New
March 24, 2021

Using Transactional Payment Data to Predict Real-World Footfall

As consumer behaviour becomes increasingly trackable through digital payments, transactional datasets have emerged as a powerful proxy for physical foot traffic

Blog Banner Image

Overview

As consumer behaviour becomes increasingly trackable through digital payments, transactional datasets have emerged as a powerful proxy for physical foot traffic — especially when transactions are linked to specific locations, times, and merchant types. Arest's dataset, which captures rich, anonymised point-of-sale (POS) activity, provides a granular lens into where and when consumers are active, without requiring personal data.‍

Traditional approaches to targeting often rely on aggregated demographic data or limited purchase history. However, merchant-level transactional data—derived from card payment ecosystems—offers a near-real-time, high-resolution view into consumer spending patterns across geographies and merchant types.

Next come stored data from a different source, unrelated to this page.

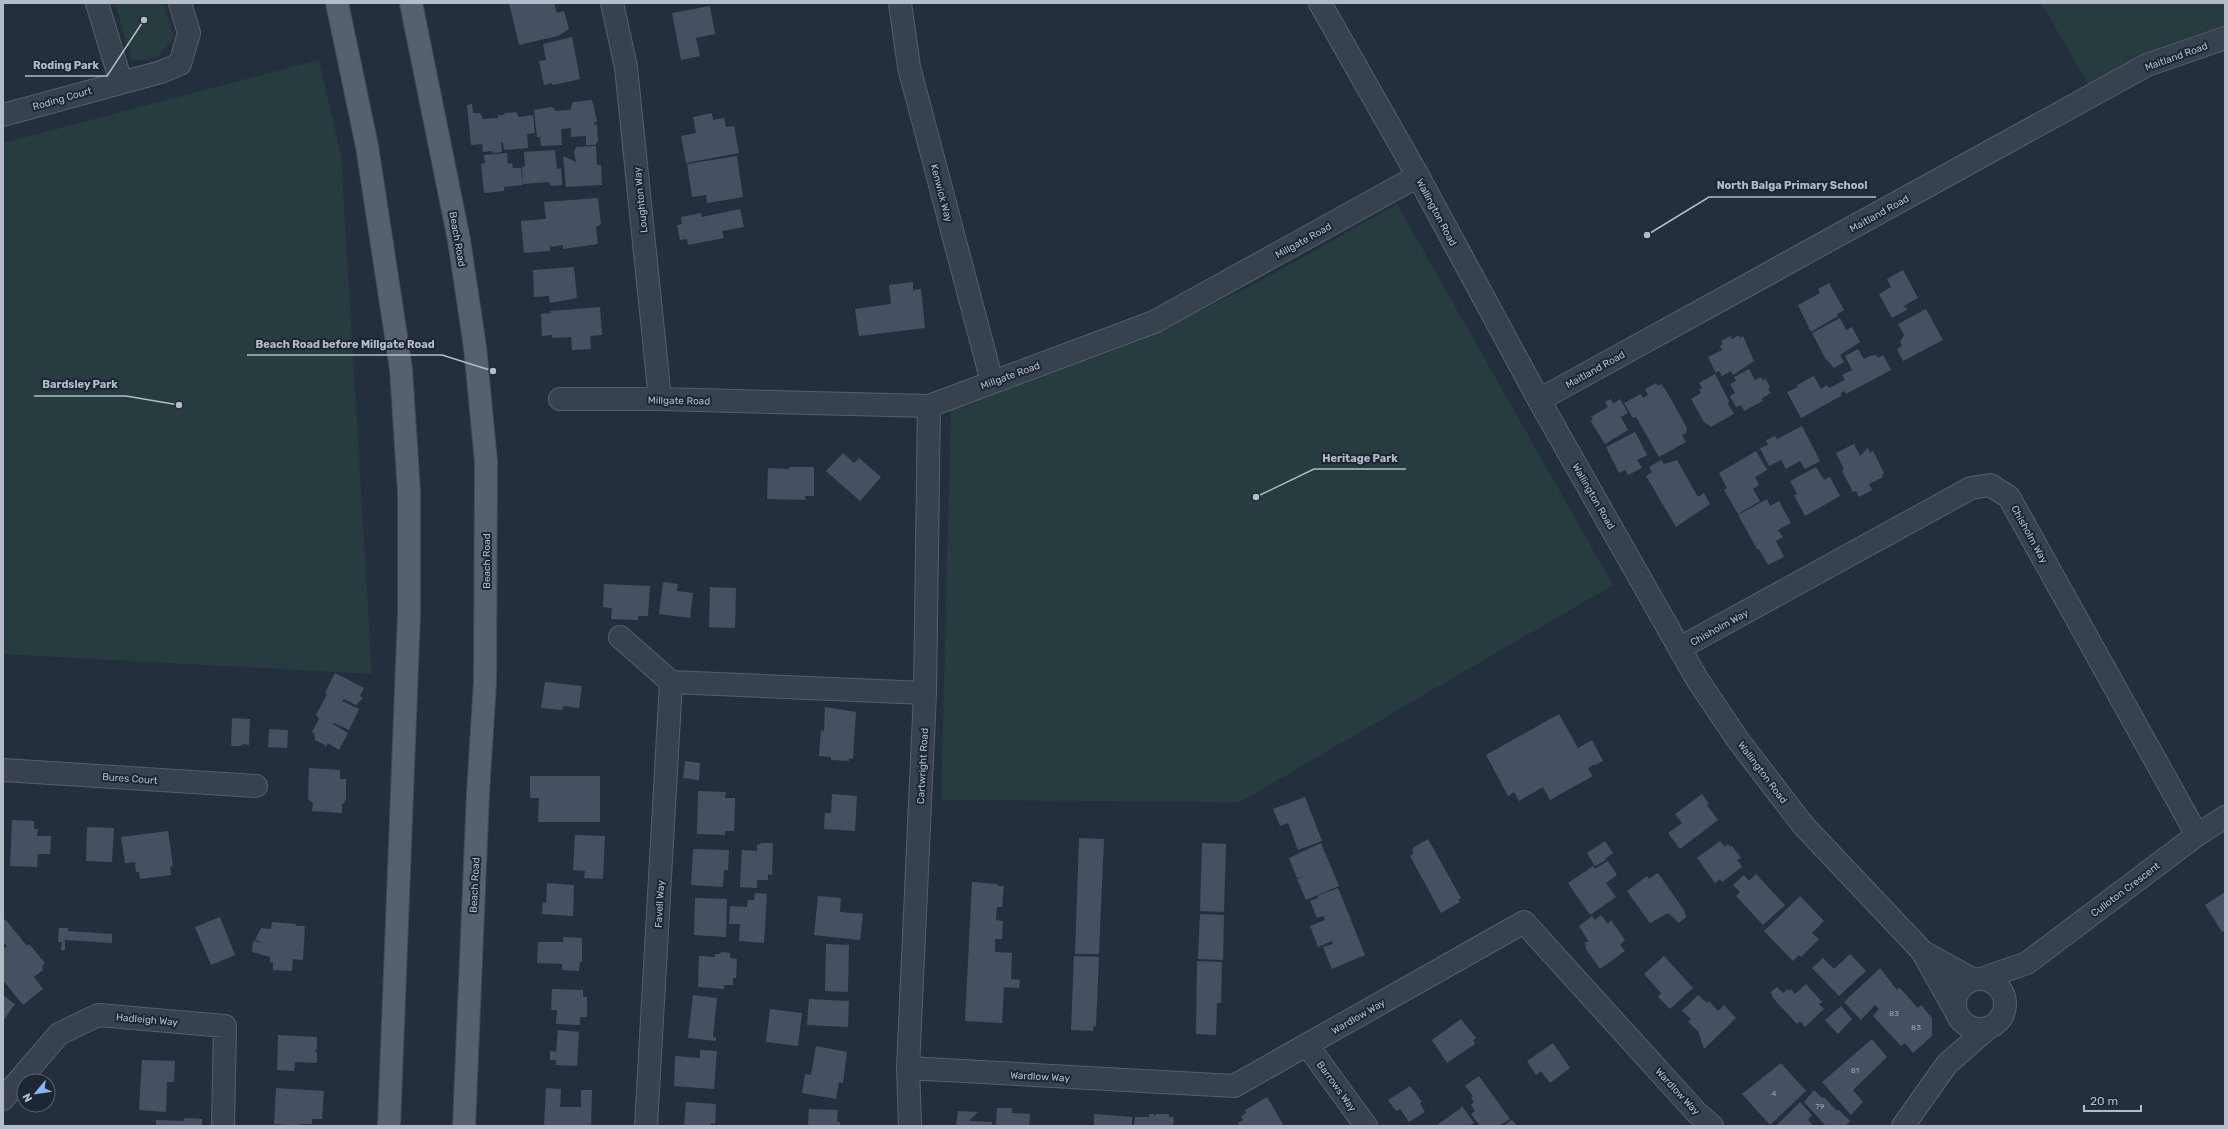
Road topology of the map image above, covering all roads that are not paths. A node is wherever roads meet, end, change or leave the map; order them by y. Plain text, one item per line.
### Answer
1 (97, 3) edge
2 (180, 3) edge
3 (337, 3) edge
4 (411, 3) edge
5 (612, 3) edge
6 (900, 3) edge
7 (1320, 3) edge
8 (2225, 38) edge
9 (121, 82) junction
10 (3, 115) edge
11 (1418, 176) junction
12 (992, 382) junction
13 (560, 399) dead end
14 (660, 399) junction
15 (1539, 400) junction
16 (929, 406) junction
17 (620, 637) dead end
18 (1680, 648) junction
19 (671, 682) junction
20 (925, 693) junction
21 (3, 770) edge
22 (256, 786) dead end
23 (2225, 817) edge
24 (2197, 835) junction
25 (1922, 951) junction
26 (2027, 963) junction
27 (1977, 979) junction
28 (2005, 1002) junction
29 (1956, 1013) junction
30 (1988, 1028) junction
31 (1307, 1045) junction
32 (1946, 1064) junction
33 (908, 1068) junction
34 (3, 1099) edge
35 (223, 1126) edge
36 (389, 1126) edge
37 (464, 1126) edge
38 (646, 1126) edge
39 (910, 1126) edge
40 (1366, 1126) edge
41 (1712, 1126) edge
42 (1904, 1126) edge

1 - 9 street
2 - 9 street, Roding Court
3 - 36 main road
4 - 37 main road, Beach Road
5 - 14 street, Loughton Way
6 - 12 street, Kenwick Way
7 - 11 street, Wallington Road
8 - 15 street, Maitland Road
9 - 10 street, Roding Court
11 - 12 street, Millgate Road
11 - 15 street, Wallington Road
12 - 16 street, Millgate Road
13 - 14 street, Millgate Road
14 - 16 street, Millgate Road
15 - 18 street, Wallington Road
16 - 20 street, Cartwright Road
17 - 19 street
18 - 24 street, Chisholm Way
18 - 25 street, Wallington Road
19 - 20 street
19 - 38 street, Favell Way
20 - 33 street, Cartwright Road
21 - 22 street, Bures Court
23 - 24 street, Culloton Crescent
24 - 26 street, Culloton Crescent
25 - 27 street, Wallington Road
25 - 29 street, Wallington Road
26 - 27 street, Culloton Crescent
26 - 28 street, Culloton Crescent
27 - 28 street
27 - 29 street, Culloton Crescent
28 - 30 street, Culloton Crescent
29 - 30 street
29 - 32 street, Culloton Crescent
30 - 32 street, Culloton Crescent
31 - 33 street, Wardlow Way
31 - 40 street, Barrows Way
31 - 41 street, Wardlow Way
32 - 42 street, Culloton Crescent
33 - 39 street, Cartwright Road
34 - 35 street, Hadleigh Way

We examines how such datasets, even in anonymised or aggregated form, can be utilised to design, model, and evaluate promotional offers and targeted advertising strategies.

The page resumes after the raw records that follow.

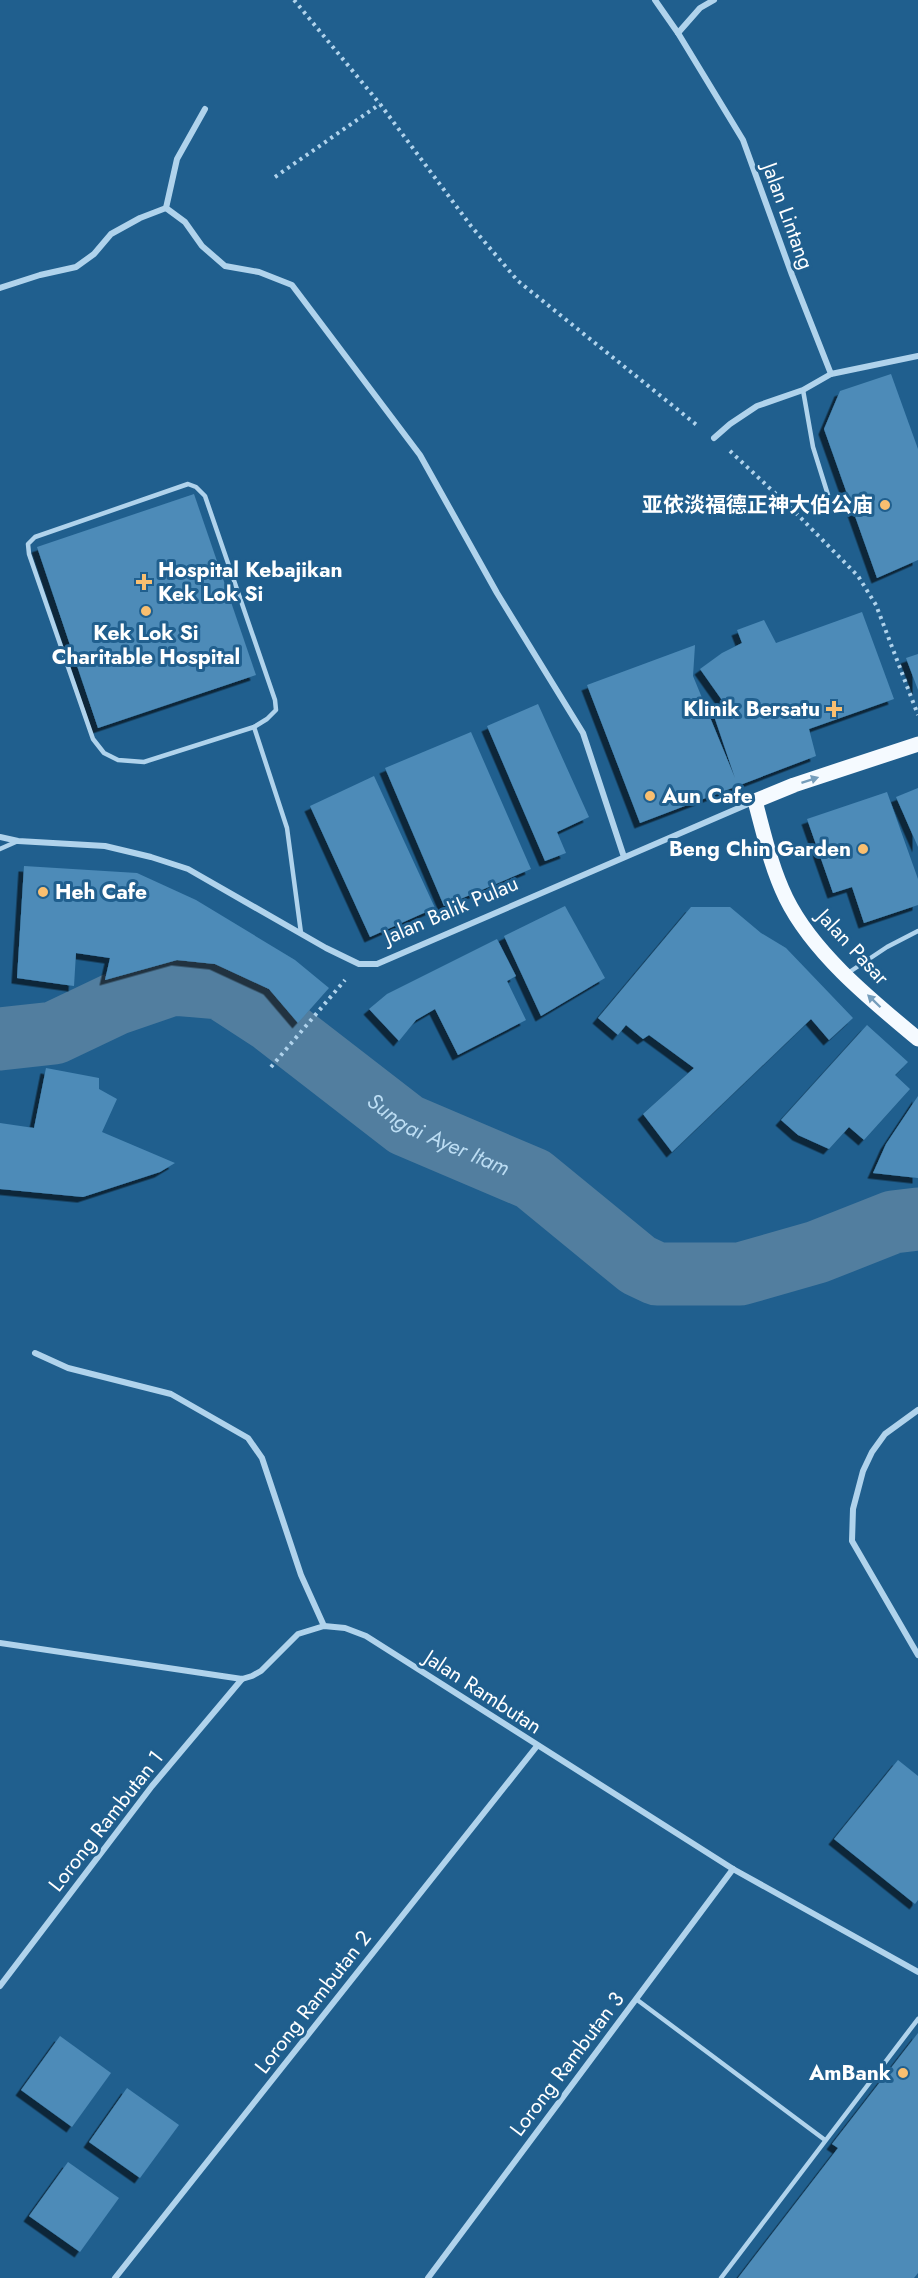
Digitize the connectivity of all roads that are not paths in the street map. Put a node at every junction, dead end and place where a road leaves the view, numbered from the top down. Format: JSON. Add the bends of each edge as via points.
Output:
{"nodes":[{"id":1,"x":655,"y":0,"type":"edge"},
{"id":2,"x":714,"y":0,"type":"edge"},
{"id":3,"x":678,"y":33,"type":"junction"},
{"id":4,"x":205,"y":109,"type":"dead end"},
{"id":5,"x":166,"y":208,"type":"junction"},
{"id":6,"x":0,"y":288,"type":"edge"},
{"id":7,"x":918,"y":356,"type":"edge"},
{"id":8,"x":831,"y":374,"type":"junction"},
{"id":9,"x":803,"y":390,"type":"junction"},
{"id":10,"x":714,"y":438,"type":"road end"},
{"id":11,"x":828,"y":495,"type":"dead end"},
{"id":12,"x":254,"y":727,"type":"junction"},
{"id":13,"x":918,"y":744,"type":"edge"},
{"id":14,"x":755,"y":801,"type":"junction"},
{"id":15,"x":0,"y":837,"type":"edge"},
{"id":16,"x":18,"y":841,"type":"junction"},
{"id":17,"x":0,"y":849,"type":"edge"},
{"id":18,"x":624,"y":857,"type":"junction"},
{"id":19,"x":918,"y":930,"type":"edge"},
{"id":20,"x":301,"y":933,"type":"junction"},
{"id":21,"x":846,"y":975,"type":"junction"},
{"id":22,"x":918,"y":1039,"type":"edge"},
{"id":23,"x":35,"y":1353,"type":"dead end"},
{"id":24,"x":918,"y":1410,"type":"edge"},
{"id":25,"x":324,"y":1626,"type":"junction"},
{"id":26,"x":0,"y":1643,"type":"edge"},
{"id":27,"x":918,"y":1655,"type":"edge"},
{"id":28,"x":242,"y":1679,"type":"junction"},
{"id":29,"x":537,"y":1746,"type":"junction"},
{"id":30,"x":733,"y":1869,"type":"junction"},
{"id":31,"x":918,"y":1972,"type":"edge"},
{"id":32,"x":0,"y":1986,"type":"edge"},
{"id":33,"x":636,"y":1999,"type":"junction"},
{"id":34,"x":918,"y":2019,"type":"edge"},
{"id":35,"x":825,"y":2140,"type":"junction"},
{"id":36,"x":115,"y":2278,"type":"edge"},
{"id":37,"x":428,"y":2278,"type":"edge"},
{"id":38,"x":721,"y":2278,"type":"edge"}],
"edges":[{"from":1,"to":3,"type":"street","name":"Jalan Lintang"},
{"from":2,"to":3,"type":"street","via":[[700,8]]},
{"from":3,"to":8,"type":"street","name":"Jalan Lintang","via":[[743,140]]},
{"from":4,"to":5,"type":"street","via":[[177,159]]},
{"from":5,"to":6,"type":"street","via":[[111,234],[76,267]]},
{"from":5,"to":18,"type":"street","via":[[185,222],[201,246],[225,266],[259,272],[292,285],[420,455],[496,593],[583,733]]},
{"from":7,"to":8,"type":"street"},
{"from":8,"to":9,"type":"street"},
{"from":9,"to":10,"type":"street","via":[[757,406]]},
{"from":9,"to":11,"type":"lane","via":[[813,447]]},
{"from":12,"to":12,"type":"lane","via":[[144,762],[104,753],[93,740],[28,544],[35,537],[188,484],[196,487],[205,496],[275,700],[276,710]]},
{"from":12,"to":20,"type":"lane","via":[[287,828]]},
{"from":14,"to":13,"type":"main road","name":"Jalan Balik Pulau","one_way":true},
{"from":14,"to":18,"type":"street","name":"Jalan Balik Pulau"},
{"from":14,"to":21,"type":"main road","name":"Jalan Pasar","via":[[786,898],[810,937]]},
{"from":15,"to":16,"type":"street"},
{"from":16,"to":17,"type":"lane"},
{"from":16,"to":20,"type":"street","via":[[105,846],[152,857],[188,869]]},
{"from":18,"to":20,"type":"street","name":"Jalan Balik Pulau","via":[[377,964],[359,964]]},
{"from":19,"to":21,"type":"lane"},
{"from":22,"to":21,"type":"main road","name":"Jalan Pasar","one_way":true},
{"from":23,"to":25,"type":"street","via":[[68,1368],[171,1394],[248,1438],[262,1458],[301,1575]]},
{"from":24,"to":27,"type":"street","via":[[885,1434],[872,1452],[853,1509],[852,1541]]},
{"from":25,"to":28,"type":"street","name":"Jalan Rambutan","via":[[298,1634],[261,1671]]},
{"from":25,"to":29,"type":"street","name":"Jalan Rambutan","via":[[366,1636]]},
{"from":26,"to":28,"type":"street"},
{"from":28,"to":32,"type":"street","name":"Lorong Rambutan 1","via":[[152,1786]]},
{"from":29,"to":30,"type":"street","name":"Jalan Rambutan"},
{"from":29,"to":36,"type":"street","name":"Lorong Rambutan 2"},
{"from":30,"to":31,"type":"street","name":"Jalan Rambutan"},
{"from":30,"to":33,"type":"street","name":"Lorong Rambutan 3"},
{"from":33,"to":35,"type":"lane"},
{"from":33,"to":37,"type":"street","name":"Lorong Rambutan 3"},
{"from":34,"to":35,"type":"lane"},
{"from":35,"to":38,"type":"lane"}]}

The dataset in question includes anonymised transactional records summarised by merchant. Each entry captures key metrics

Key Data Fields Enabling Footfall Prediction

From the provided sample, the following attributes are critical for modelling footfall

transactionDate - High-precision timestamp of each purchase

merchantAddress

merchantCity, merchantPostalCode: - Geolocation data that allows transactions to be mapped to physical store locations

mcc, mccDesc: - Merchant Category Codes identify the type of venue (e.g. grocery store, taxi, supermarket).

transactionAmount - Acts as a signal of engagement and consumption behaviour.

terminalId -Enables differentiation between multiple terminals at the same or nearby locations (useful in malls or chains).

This structure enables a rich basis for behavioural inference without the need for personally identifiable information (PII), thus preserving user privacy.

Methodological Framework

Customer Segmentation and Behavioural Clustering

Using unsupervised learning techniques (e.g., K-means, DBSCAN), merchants or consumer segments can be clustered based on spending patterns. Features such as revenue-to-footfall ratio, frequency of low/high spend visits, or city-level density inform the design of location-sensitive offers.

Uplift and Promotion Response Modelling

To assess promotional effectiveness, uplift modelling can be employed. By training models to predict differential outcomes between treated (exposed to promotions) and control groups, one can quantify the causal impact of advertising efforts. Techniques include:

  • Two-model approach (treatment vs. control),
  • Uplift trees or causal forests,
  • Counterfactual prediction using matching methods.
Forecasting and Simulation

Time series methods (e.g. ARIMA, Prophet, or LSTM networks) can be applied to forecast future footfall or revenue under varied promotion intensities. Such models can simulate the introduction of discounts or loyalty rewards, projecting their economic impact.

Personalised Targeting

Though this dataset lacks user-level identifiers, aggregated consumer behaviour by merchant location or type can still drive intelligent ad delivery. For example, combining transaction timing and spend data allows targeting ads during off-peak hours or directing promotions to nearby geographic zones with underutilised traffic potential.


The following chart visualises an anonymised subset of merchant data, plotting Revenue (bars) and Footfall (line) across different merchants. This dual-axis approach illustrates how spend and visit volumes vary significantly even within the same sector:

(Note: Real merchant names have been pseudonymised for privacy and compliance purposes.)

Modelling Footfall

By aggregating this data across time and geography, one can infer:

  • Volume of unique payment events per location over time (e.g. by hour, day, week).
  • Merchant-level visit frequency, especially when comparing stores of the same brand in different locations.
  • Temporal patterns, such as rush hours, weekend peaks, or the effect of holidays on movement.
  • Surrounding behaviour, such as high transaction volumes at taxis or convenience stores near high-traffic venues (stadiums, transit hubs, shopping centres).

Practical Applications

Retail Strategy Optimisation

Retail chains and franchises can benchmark their performance by comparing transaction density and spend across locations. This allows for promotion tailoring per outlet and detection of anomalous or underperforming branches.

Real-Time Deal Targeting

With integration into digital wallets or payment platforms, merchant-level transaction data can be used to trigger time-sensitive promotions (e.g., lunch offers when footfall dips below expected levels).

Campaign ROI Evaluation

Advertisers and marketing teams can use this data to track the revenue impact of campaigns at a local or regional level, enabling granular ROI analysis and budget reallocation.

Ethical and Compliance Considerations

While the data is anonymised, ethical handling remains paramount. All modelling efforts must comply with GDPR and data minimisation principles. Moreover, interpretability and transparency of AI models are essential when automating marketing decisions.

Conclusion

Merchant-level transactional data, when modelled effectively, serves as a powerful proxy for consumer intent and response. By leveraging this data for promotion modelling and targeted advertising, organisations can not only improve marketing efficiency but also offer more relevant, timely, and engaging consumer experiences. Future work could explore the integration of temporal and external datasets (e.g. weather, local events) to enhance model precision further.